Instructions for the task => Return all of the entries below, word for word. Omit each picture.

Available data =>
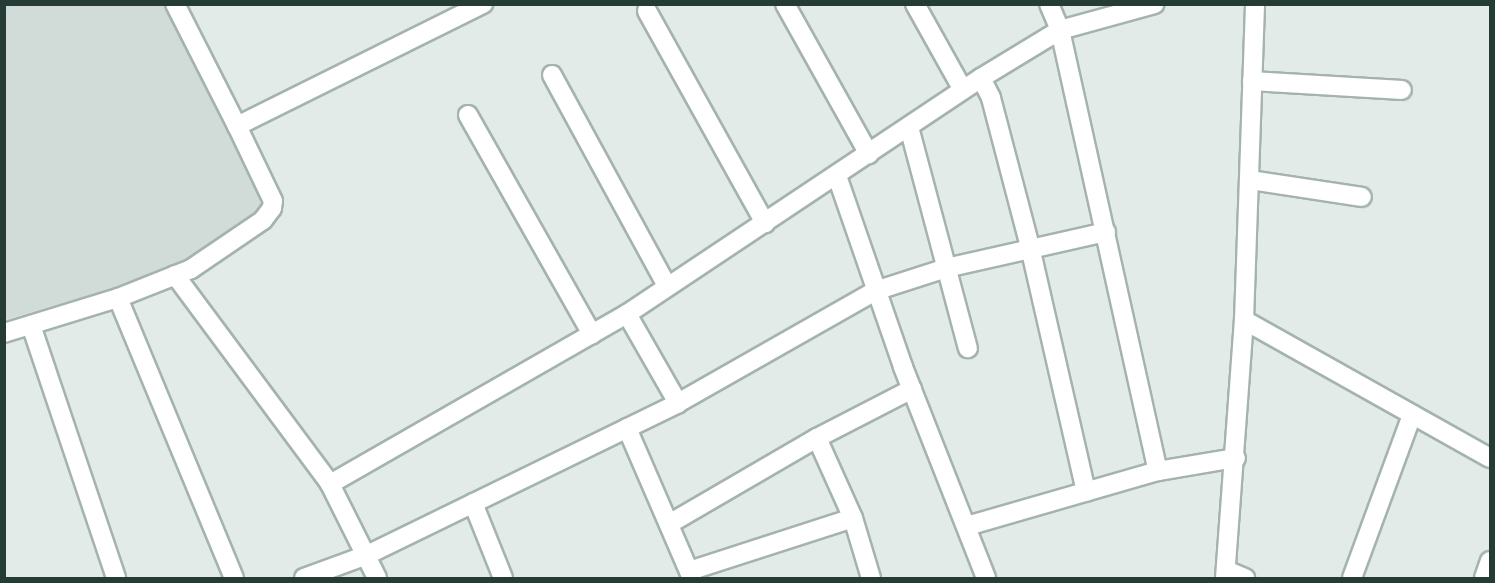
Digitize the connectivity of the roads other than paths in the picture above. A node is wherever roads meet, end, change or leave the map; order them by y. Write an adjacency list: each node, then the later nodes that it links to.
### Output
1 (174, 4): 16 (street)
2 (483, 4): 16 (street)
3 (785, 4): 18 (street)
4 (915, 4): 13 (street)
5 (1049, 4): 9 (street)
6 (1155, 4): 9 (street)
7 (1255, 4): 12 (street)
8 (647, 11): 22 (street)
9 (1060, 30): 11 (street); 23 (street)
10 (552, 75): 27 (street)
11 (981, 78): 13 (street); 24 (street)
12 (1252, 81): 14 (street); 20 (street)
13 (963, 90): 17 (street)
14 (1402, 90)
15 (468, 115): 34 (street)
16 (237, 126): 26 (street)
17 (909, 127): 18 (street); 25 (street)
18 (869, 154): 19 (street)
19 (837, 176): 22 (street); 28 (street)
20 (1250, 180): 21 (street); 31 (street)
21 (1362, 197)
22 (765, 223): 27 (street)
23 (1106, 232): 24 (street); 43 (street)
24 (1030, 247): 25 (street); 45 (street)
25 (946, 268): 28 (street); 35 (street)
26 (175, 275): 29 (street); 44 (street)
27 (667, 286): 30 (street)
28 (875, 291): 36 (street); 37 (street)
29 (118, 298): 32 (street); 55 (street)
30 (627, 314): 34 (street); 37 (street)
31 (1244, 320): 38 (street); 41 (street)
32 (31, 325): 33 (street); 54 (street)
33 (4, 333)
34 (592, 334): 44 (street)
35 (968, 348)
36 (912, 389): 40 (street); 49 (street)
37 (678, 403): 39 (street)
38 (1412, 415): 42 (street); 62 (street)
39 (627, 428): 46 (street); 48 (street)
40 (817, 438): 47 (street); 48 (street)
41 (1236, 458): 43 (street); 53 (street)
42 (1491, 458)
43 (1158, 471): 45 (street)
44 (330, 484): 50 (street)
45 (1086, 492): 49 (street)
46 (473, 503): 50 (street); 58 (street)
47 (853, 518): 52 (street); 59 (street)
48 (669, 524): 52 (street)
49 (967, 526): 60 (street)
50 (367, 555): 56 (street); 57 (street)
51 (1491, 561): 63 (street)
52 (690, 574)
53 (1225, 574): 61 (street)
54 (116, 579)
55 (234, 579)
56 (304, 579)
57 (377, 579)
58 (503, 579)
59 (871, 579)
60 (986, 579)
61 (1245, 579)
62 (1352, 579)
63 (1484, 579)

Task result =>
Digitize the connectivity of the roads other than paths in the picture above. A node is wherever roads meet, end, change or leave the map; order them by y. Write an adjacency list: each node, then the later nodes that it links to.
### Output
1 (174, 4): 16 (street)
2 (483, 4): 16 (street)
3 (785, 4): 18 (street)
4 (915, 4): 13 (street)
5 (1049, 4): 9 (street)
6 (1155, 4): 9 (street)
7 (1255, 4): 12 (street)
8 (647, 11): 22 (street)
9 (1060, 30): 11 (street); 23 (street)
10 (552, 75): 27 (street)
11 (981, 78): 13 (street); 24 (street)
12 (1252, 81): 14 (street); 20 (street)
13 (963, 90): 17 (street)
14 (1402, 90)
15 (468, 115): 34 (street)
16 (237, 126): 26 (street)
17 (909, 127): 18 (street); 25 (street)
18 (869, 154): 19 (street)
19 (837, 176): 22 (street); 28 (street)
20 (1250, 180): 21 (street); 31 (street)
21 (1362, 197)
22 (765, 223): 27 (street)
23 (1106, 232): 24 (street); 43 (street)
24 (1030, 247): 25 (street); 45 (street)
25 (946, 268): 28 (street); 35 (street)
26 (175, 275): 29 (street); 44 (street)
27 (667, 286): 30 (street)
28 (875, 291): 36 (street); 37 (street)
29 (118, 298): 32 (street); 55 (street)
30 (627, 314): 34 (street); 37 (street)
31 (1244, 320): 38 (street); 41 (street)
32 (31, 325): 33 (street); 54 (street)
33 (4, 333)
34 (592, 334): 44 (street)
35 (968, 348)
36 (912, 389): 40 (street); 49 (street)
37 (678, 403): 39 (street)
38 (1412, 415): 42 (street); 62 (street)
39 (627, 428): 46 (street); 48 (street)
40 (817, 438): 47 (street); 48 (street)
41 (1236, 458): 43 (street); 53 (street)
42 (1491, 458)
43 (1158, 471): 45 (street)
44 (330, 484): 50 (street)
45 (1086, 492): 49 (street)
46 (473, 503): 50 (street); 58 (street)
47 (853, 518): 52 (street); 59 (street)
48 (669, 524): 52 (street)
49 (967, 526): 60 (street)
50 (367, 555): 56 (street); 57 (street)
51 (1491, 561): 63 (street)
52 (690, 574)
53 (1225, 574): 61 (street)
54 (116, 579)
55 (234, 579)
56 (304, 579)
57 (377, 579)
58 (503, 579)
59 (871, 579)
60 (986, 579)
61 (1245, 579)
62 (1352, 579)
63 (1484, 579)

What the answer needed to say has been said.